Items from a dataset
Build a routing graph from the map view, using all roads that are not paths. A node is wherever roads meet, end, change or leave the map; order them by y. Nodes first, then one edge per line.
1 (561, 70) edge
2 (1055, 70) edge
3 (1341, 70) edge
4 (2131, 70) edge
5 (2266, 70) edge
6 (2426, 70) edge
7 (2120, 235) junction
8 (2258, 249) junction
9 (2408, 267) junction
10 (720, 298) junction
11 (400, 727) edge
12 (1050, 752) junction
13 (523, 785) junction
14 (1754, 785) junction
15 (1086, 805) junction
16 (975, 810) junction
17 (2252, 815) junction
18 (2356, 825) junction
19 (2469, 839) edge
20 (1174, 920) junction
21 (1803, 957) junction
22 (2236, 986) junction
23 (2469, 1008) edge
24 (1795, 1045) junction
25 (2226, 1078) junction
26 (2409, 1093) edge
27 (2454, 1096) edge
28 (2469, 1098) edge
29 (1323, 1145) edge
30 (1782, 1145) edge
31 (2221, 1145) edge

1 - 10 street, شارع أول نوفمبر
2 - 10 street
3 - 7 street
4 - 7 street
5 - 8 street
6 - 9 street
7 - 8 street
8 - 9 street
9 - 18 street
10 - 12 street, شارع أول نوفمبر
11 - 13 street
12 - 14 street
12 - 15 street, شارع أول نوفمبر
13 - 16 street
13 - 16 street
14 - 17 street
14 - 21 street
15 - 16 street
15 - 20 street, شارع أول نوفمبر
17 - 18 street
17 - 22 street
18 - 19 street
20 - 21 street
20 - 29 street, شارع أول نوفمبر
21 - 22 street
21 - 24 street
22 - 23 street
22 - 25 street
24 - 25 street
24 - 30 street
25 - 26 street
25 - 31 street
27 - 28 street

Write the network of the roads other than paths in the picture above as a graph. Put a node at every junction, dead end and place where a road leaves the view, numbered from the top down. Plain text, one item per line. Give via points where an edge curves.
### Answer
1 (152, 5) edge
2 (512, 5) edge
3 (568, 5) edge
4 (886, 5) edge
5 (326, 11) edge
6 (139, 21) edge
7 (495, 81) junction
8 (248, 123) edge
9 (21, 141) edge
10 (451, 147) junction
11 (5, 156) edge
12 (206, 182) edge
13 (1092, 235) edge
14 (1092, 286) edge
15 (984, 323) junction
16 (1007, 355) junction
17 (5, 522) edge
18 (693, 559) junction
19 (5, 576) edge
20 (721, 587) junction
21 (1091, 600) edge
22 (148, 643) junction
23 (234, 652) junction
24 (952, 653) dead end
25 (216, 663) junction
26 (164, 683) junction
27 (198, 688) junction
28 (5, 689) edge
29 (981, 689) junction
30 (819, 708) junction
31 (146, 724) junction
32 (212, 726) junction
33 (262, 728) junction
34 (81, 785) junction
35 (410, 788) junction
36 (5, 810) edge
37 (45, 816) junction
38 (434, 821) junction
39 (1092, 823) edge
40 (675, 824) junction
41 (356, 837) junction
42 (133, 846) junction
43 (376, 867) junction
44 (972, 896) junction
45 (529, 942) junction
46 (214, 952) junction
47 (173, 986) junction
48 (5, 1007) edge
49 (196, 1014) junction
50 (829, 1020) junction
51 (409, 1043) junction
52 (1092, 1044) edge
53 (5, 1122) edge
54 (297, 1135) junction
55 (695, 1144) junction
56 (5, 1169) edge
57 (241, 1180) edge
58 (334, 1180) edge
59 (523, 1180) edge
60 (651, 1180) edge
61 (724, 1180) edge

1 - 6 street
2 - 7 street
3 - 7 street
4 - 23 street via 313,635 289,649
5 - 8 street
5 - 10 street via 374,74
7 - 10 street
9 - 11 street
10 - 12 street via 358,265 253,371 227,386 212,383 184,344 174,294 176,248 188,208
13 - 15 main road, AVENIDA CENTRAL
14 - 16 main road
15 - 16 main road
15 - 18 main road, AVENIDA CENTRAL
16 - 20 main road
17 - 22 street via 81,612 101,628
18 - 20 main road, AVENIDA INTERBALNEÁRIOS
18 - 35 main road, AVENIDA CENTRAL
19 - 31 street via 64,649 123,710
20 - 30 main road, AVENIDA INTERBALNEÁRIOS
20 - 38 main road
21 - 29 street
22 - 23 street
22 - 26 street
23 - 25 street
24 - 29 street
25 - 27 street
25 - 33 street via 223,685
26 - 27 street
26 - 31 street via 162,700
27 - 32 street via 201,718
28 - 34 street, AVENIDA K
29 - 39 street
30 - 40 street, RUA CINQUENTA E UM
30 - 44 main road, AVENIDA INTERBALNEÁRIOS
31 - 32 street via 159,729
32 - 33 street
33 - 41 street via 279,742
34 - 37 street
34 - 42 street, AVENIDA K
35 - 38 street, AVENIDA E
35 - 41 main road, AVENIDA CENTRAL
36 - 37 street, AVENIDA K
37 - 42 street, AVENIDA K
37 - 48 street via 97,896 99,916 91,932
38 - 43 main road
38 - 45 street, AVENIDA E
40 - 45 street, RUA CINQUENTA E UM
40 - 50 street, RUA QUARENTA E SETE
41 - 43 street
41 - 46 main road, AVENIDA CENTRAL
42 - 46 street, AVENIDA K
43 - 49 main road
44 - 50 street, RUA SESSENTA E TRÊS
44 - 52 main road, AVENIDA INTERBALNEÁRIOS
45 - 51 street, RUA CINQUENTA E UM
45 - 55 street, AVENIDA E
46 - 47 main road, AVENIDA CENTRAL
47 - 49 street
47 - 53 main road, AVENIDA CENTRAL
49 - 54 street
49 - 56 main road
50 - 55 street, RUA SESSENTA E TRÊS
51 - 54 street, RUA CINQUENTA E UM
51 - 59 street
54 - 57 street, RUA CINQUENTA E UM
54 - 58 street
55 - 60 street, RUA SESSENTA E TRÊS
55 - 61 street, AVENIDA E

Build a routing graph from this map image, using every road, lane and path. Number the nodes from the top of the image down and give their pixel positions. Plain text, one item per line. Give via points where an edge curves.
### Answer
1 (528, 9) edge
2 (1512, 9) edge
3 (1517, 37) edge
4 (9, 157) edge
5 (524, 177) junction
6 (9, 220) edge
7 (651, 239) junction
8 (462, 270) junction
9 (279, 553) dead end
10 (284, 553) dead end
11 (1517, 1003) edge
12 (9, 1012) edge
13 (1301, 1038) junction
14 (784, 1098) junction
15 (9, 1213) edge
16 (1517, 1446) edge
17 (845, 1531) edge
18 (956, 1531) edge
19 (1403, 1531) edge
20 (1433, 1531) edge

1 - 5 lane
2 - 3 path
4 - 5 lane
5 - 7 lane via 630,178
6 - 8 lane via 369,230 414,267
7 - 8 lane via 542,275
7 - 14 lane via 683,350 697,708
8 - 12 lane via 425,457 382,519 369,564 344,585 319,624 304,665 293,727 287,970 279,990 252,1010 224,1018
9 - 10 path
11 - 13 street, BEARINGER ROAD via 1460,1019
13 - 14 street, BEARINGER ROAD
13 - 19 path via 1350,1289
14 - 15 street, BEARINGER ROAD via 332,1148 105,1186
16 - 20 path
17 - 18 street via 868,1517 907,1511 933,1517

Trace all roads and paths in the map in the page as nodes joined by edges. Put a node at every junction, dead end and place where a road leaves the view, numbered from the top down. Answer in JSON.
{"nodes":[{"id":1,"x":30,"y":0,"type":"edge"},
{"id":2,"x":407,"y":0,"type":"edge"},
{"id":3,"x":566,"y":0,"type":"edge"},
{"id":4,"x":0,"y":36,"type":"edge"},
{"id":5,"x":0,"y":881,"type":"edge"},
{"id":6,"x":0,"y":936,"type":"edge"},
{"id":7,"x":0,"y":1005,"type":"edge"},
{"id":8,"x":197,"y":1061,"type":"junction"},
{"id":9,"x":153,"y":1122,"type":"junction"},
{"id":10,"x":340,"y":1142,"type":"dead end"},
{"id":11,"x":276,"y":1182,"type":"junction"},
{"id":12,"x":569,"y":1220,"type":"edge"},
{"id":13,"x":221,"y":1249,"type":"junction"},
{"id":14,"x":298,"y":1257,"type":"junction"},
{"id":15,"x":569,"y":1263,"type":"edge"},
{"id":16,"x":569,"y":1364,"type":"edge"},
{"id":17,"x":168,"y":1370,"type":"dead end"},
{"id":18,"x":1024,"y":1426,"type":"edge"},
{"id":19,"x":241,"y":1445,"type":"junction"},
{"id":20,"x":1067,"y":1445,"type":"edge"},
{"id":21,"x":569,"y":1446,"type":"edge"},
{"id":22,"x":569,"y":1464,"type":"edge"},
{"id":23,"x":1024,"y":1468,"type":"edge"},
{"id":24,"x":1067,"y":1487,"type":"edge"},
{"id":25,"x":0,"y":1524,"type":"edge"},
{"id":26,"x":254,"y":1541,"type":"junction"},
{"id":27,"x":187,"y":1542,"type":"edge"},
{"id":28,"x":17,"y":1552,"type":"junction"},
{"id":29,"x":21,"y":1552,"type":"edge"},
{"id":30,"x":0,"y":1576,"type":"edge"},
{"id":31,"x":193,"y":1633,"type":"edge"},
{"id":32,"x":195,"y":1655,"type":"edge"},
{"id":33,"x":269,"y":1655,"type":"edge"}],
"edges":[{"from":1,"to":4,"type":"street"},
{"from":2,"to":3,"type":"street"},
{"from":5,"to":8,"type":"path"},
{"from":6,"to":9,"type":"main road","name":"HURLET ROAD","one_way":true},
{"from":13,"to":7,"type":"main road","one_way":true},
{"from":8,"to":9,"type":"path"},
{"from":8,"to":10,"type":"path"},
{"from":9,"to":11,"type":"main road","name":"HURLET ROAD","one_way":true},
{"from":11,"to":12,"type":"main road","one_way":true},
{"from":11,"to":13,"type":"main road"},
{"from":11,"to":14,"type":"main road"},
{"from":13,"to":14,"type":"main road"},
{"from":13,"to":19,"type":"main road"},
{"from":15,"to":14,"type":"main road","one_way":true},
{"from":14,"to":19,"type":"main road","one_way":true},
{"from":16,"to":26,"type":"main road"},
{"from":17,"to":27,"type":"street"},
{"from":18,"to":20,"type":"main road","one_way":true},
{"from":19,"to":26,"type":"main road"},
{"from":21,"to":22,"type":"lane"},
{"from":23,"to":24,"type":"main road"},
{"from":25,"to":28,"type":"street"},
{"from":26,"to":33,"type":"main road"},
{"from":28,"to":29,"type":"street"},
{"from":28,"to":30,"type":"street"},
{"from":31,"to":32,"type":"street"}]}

**DIRECTIONS**
Which lines of the entries above contain the word "SESSENTA"? Copy each of them.

**EXERCISE SOLUTION**
44 - 50 street, RUA SESSENTA E TRÊS
50 - 55 street, RUA SESSENTA E TRÊS
55 - 60 street, RUA SESSENTA E TRÊS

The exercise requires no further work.